The companies said they were now working with the British government to obtain the necessary approvals.
Culture minister Lisa Nandy’s decision last month to issue a public-interest intervention notice sent DMGT’s deal to regulators, which were examining the implications for media plurality and competition.
Nandy’s office did not immediately respond to a request for comment.
The deal brings an end to a saga that began in June 2023, when Lloyds Banking Group effectively repossessed the Telegraph after longtime owners the Barclay family fell into arrears on about 1.2 billion pounds of debts secured against the newspaper group.

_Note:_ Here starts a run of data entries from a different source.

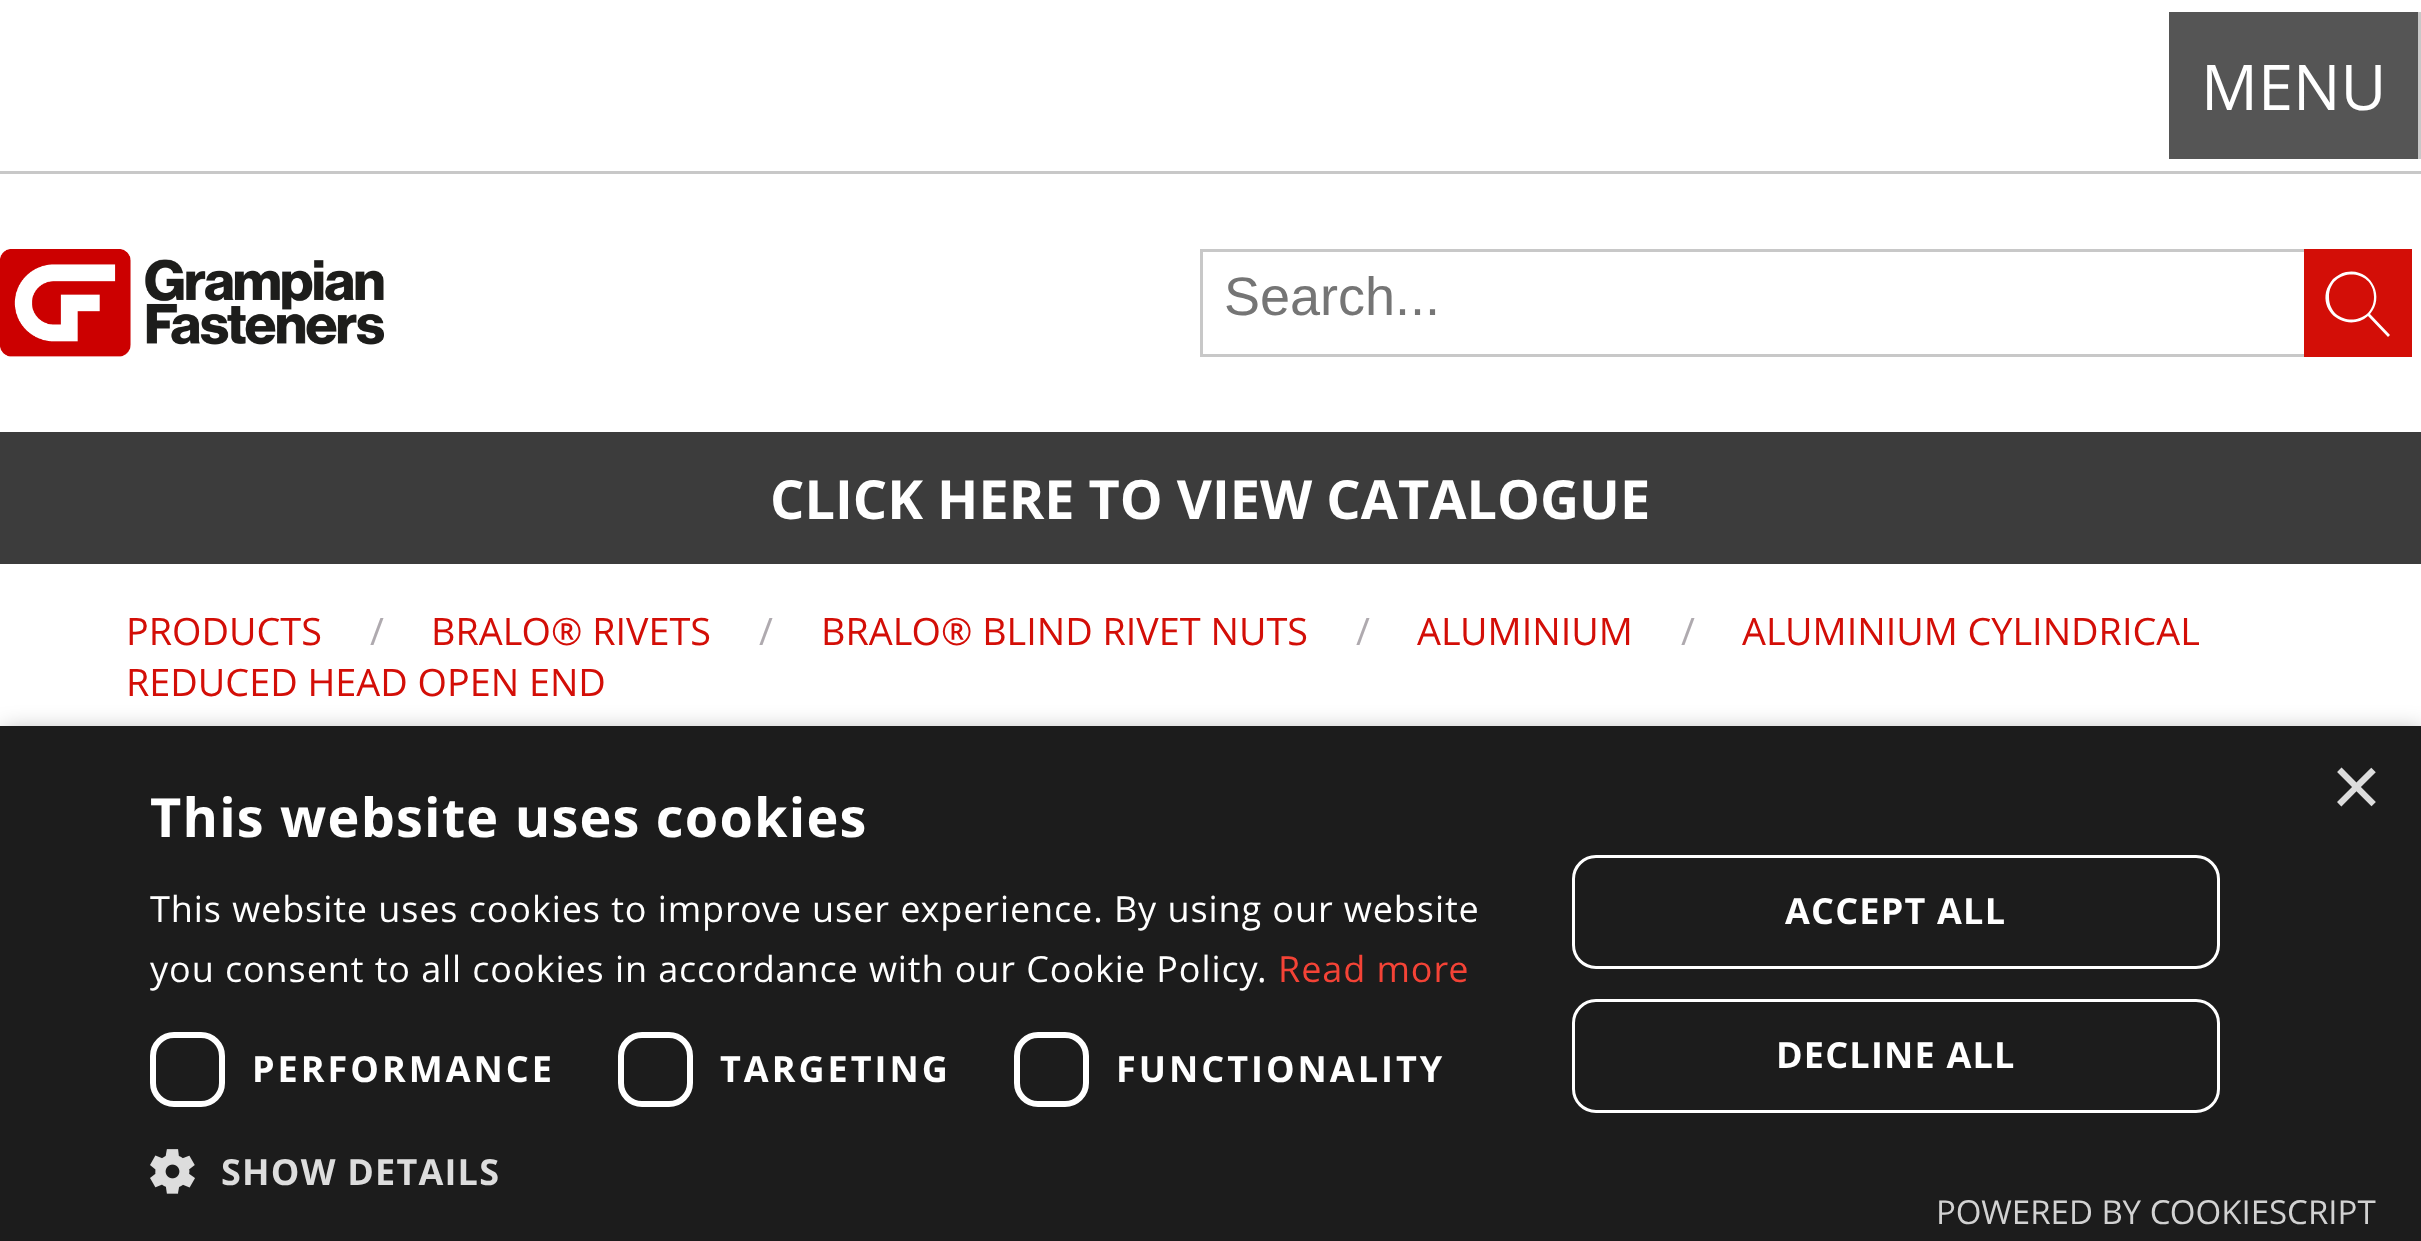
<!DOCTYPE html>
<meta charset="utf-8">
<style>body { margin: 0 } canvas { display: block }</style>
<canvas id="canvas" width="2421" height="1241"></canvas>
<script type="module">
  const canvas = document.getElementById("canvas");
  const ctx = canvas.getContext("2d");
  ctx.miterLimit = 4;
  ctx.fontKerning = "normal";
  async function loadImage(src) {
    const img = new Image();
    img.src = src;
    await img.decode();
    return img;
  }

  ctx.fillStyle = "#ffffff";
  ctx.fillRect(0, 0, 2421, 1241);
  ctx.fillStyle = "#c8c8c8";
  ctx.fillRect(0, 171, 2421, 3);
  ctx.fillStyle = "#555555";
  ctx.fillRect(2169, 12, 249, 147);
  ctx.fillStyle = "#c8c8c8";
  ctx.fillRect(2418, 12, 3, 147);
  ctx.font = "63px Open Sans";
  ctx.fillStyle = "#ffffff";
  ctx.fillText("MENU", 2201, 110);
  ctx.drawImage(await loadImage("img1.png"), 0, 249, 384, 108);
  ctx.fillStyle = "#c8c8c8";
  ctx.fillRect(1200, 249, 1104, 3);
  ctx.fillRect(1200, 354, 1104, 3);
  ctx.fillRect(1200, 249, 3, 108);
  ctx.font = "54px Liberation Sans";
  ctx.fillStyle = "#757575";
  ctx.fillText("Search...", 1224, 315);
  ctx.fillStyle = "#d30e07";
  ctx.fillRect(2304, 249, 108, 108);
  ctx.fillStyle = "#ffffff";
  ctx.beginPath();
  ctx.moveTo(2374, 297);
  ctx.bezierCurveTo(2374, 267, 2329, 267, 2329, 297);
  ctx.bezierCurveTo(2329, 327, 2374, 327, 2374, 297);
  ctx.closePath();
  ctx.moveTo(2390, 335);
  ctx.lineTo(2388, 337);
  ctx.lineTo(2368, 316);
  ctx.bezierCurveTo(2350, 332, 2321, 316, 2326, 292);
  ctx.bezierCurveTo(2327, 287, 2330, 283, 2333, 279);
  ctx.bezierCurveTo(2337, 276, 2341, 273, 2346, 272);
  ctx.bezierCurveTo(2370, 267, 2386, 296, 2370, 314);
  ctx.closePath();
  ctx.fill("evenodd");
  ctx.fillStyle = "#3c3c3c";
  ctx.fillRect(0, 432, 2421, 132);
  ctx.font = "bold 54px Open Sans";
  ctx.fillStyle = "#ffffff";
  ctx.fillText("CLICK HERE TO VIEW CATALOGUE", 770, 519);
  ctx.font = "37.75px Open Sans";
  ctx.fillStyle = "#d30e07";
  ctx.fillText("PRODUCTS", 126, 645);
  ctx.fillStyle = "#afaaaf";
  ctx.fillText("/", 370, 645);
  ctx.fillStyle = "#d30e07";
  ctx.fillText("BRALO® RIVETS", 431, 645);
  ctx.fillStyle = "#afaaaf";
  ctx.fillText("/", 759, 645);
  ctx.fillStyle = "#d30e07";
  ctx.fillText("BRALO® BLIND RIVET NUTS", 821, 645);
  ctx.fillStyle = "#afaaaf";
  ctx.fillText("/", 1356, 645);
  ctx.fillStyle = "#d30e07";
  ctx.fillText("ALUMINIUM", 1417, 645);
  ctx.fillStyle = "#afaaaf";
  ctx.fillText("/", 1681, 645);
  ctx.fillStyle = "#d30e07";
  ctx.fillText("ALUMINIUM CYLINDRICAL", 1742, 645);
  ctx.fillText("REDUCED HEAD OPEN END", 126, 696);
  ctx.fillStyle = "rgba(0, 0, 0, 0.35)";
  ctx.filter = "blur(12px)";
  ctx.beginPath();
  ctx.rect(3, 732, 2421, 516);
  ctx.fill();
  ctx.filter = "none";
  ctx.fillStyle = "#1c1c1c";
  ctx.fillRect(0, 726, 2421, 515);
  ctx.font = "87px Liberation Sans";
  ctx.fillStyle = "#dddddd";
  ctx.fillText("×", 2331, 816);
  ctx.letterSpacing = "1.2px";
  ctx.font = "bold 54px Open Sans";
  ctx.fillStyle = "#ffffff";
  ctx.fillText("This website uses cookies", 150, 837);
  ctx.letterSpacing = "0.9px";
  ctx.font = "36px Open Sans";
  ctx.fillText("This website uses cookies to improve user experience. By using our website", 150, 922);
  ctx.fillText("you consent to all cookies in accordance with our Cookie Policy.", 150, 982);
  ctx.fillStyle = "#f44336";
  ctx.fillText("Read more", 1278, 982);
  ctx.beginPath();
  ctx.roundRect(153, 1035, 69, 69, 21);
  ctx.strokeStyle = "#ffffff";
  ctx.lineWidth = 6;
  ctx.stroke();
  ctx.letterSpacing = "3px";
  ctx.font = "bold 36px Open Sans";
  ctx.fillStyle = "#ffffff";
  ctx.fillText("PERFORMANCE", 252, 1082);
  ctx.beginPath();
  ctx.roundRect(621, 1035, 69, 69, 21);
  ctx.stroke();
  ctx.fillText("TARGETING", 720, 1082);
  ctx.beginPath();
  ctx.roundRect(1017, 1035, 69, 69, 21);
  ctx.stroke();
  ctx.fillText("FUNCTIONALITY", 1116, 1082);
  ctx.drawImage(await loadImage("img2.png"), 150, 1149, 45, 45);
  ctx.letterSpacing = "1.2px";
  ctx.fillStyle = "#dddddd";
  ctx.fillText("SHOW DETAILS", 221, 1185);
  ctx.beginPath();
  ctx.roundRect(1573.5, 856.5, 645, 111, 22.5);
  ctx.lineWidth = 3;
  ctx.stroke();
  ctx.fillStyle = "#ffffff";
  ctx.fillText("ACCEPT ALL", 1785, 924);
  ctx.beginPath();
  ctx.roundRect(1573.5, 1000.5, 645, 111, 22.5);
  ctx.stroke();
  ctx.fillText("DECLINE ALL", 1776, 1068);
  ctx.letterSpacing = "0px";
  ctx.font = "33px Open Sans";
  ctx.fillStyle = "#d2d2d2";
  ctx.fillText("POWERED BY COOKIESCRIPT", 1936, 1224);
</script>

RedBird IMI took control after paying off a 600-million-pound loan owed to Lloyds, but the titles remained in limbo as Britain moved to block foreign state involvement in national newspapers, forcing it to reverse course.
US investment firm RedBird Capital Partners then tried to buy the group, with Abu Dhabi-backed IMI taking a minority position, but the deal collapsed in November 2025.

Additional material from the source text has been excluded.